### DATASET
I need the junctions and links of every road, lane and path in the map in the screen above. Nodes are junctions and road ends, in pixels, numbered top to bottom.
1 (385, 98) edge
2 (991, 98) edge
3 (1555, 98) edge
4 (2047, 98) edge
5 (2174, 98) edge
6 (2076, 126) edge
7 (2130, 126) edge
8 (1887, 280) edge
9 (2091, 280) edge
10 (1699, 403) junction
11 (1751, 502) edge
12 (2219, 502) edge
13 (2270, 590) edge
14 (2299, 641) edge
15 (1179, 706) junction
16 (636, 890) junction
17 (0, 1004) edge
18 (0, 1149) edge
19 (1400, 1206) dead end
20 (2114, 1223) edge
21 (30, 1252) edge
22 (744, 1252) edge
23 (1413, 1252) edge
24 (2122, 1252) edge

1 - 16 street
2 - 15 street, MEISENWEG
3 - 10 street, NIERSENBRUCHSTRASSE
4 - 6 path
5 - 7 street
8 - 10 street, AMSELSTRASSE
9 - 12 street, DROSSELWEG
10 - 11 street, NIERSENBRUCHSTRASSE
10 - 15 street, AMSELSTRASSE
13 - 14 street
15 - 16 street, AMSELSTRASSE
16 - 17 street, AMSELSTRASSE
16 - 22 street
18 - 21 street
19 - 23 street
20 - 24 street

### TASK OBJECTIVE
Word for word, extract all the records.

### EXERCISE RESULT
I need the junctions and links of every road, lane and path in the map in the screen above. Nodes are junctions and road ends, in pixels, numbered top to bottom.
1 (385, 98) edge
2 (991, 98) edge
3 (1555, 98) edge
4 (2047, 98) edge
5 (2174, 98) edge
6 (2076, 126) edge
7 (2130, 126) edge
8 (1887, 280) edge
9 (2091, 280) edge
10 (1699, 403) junction
11 (1751, 502) edge
12 (2219, 502) edge
13 (2270, 590) edge
14 (2299, 641) edge
15 (1179, 706) junction
16 (636, 890) junction
17 (0, 1004) edge
18 (0, 1149) edge
19 (1400, 1206) dead end
20 (2114, 1223) edge
21 (30, 1252) edge
22 (744, 1252) edge
23 (1413, 1252) edge
24 (2122, 1252) edge

1 - 16 street
2 - 15 street, MEISENWEG
3 - 10 street, NIERSENBRUCHSTRASSE
4 - 6 path
5 - 7 street
8 - 10 street, AMSELSTRASSE
9 - 12 street, DROSSELWEG
10 - 11 street, NIERSENBRUCHSTRASSE
10 - 15 street, AMSELSTRASSE
13 - 14 street
15 - 16 street, AMSELSTRASSE
16 - 17 street, AMSELSTRASSE
16 - 22 street
18 - 21 street
19 - 23 street
20 - 24 street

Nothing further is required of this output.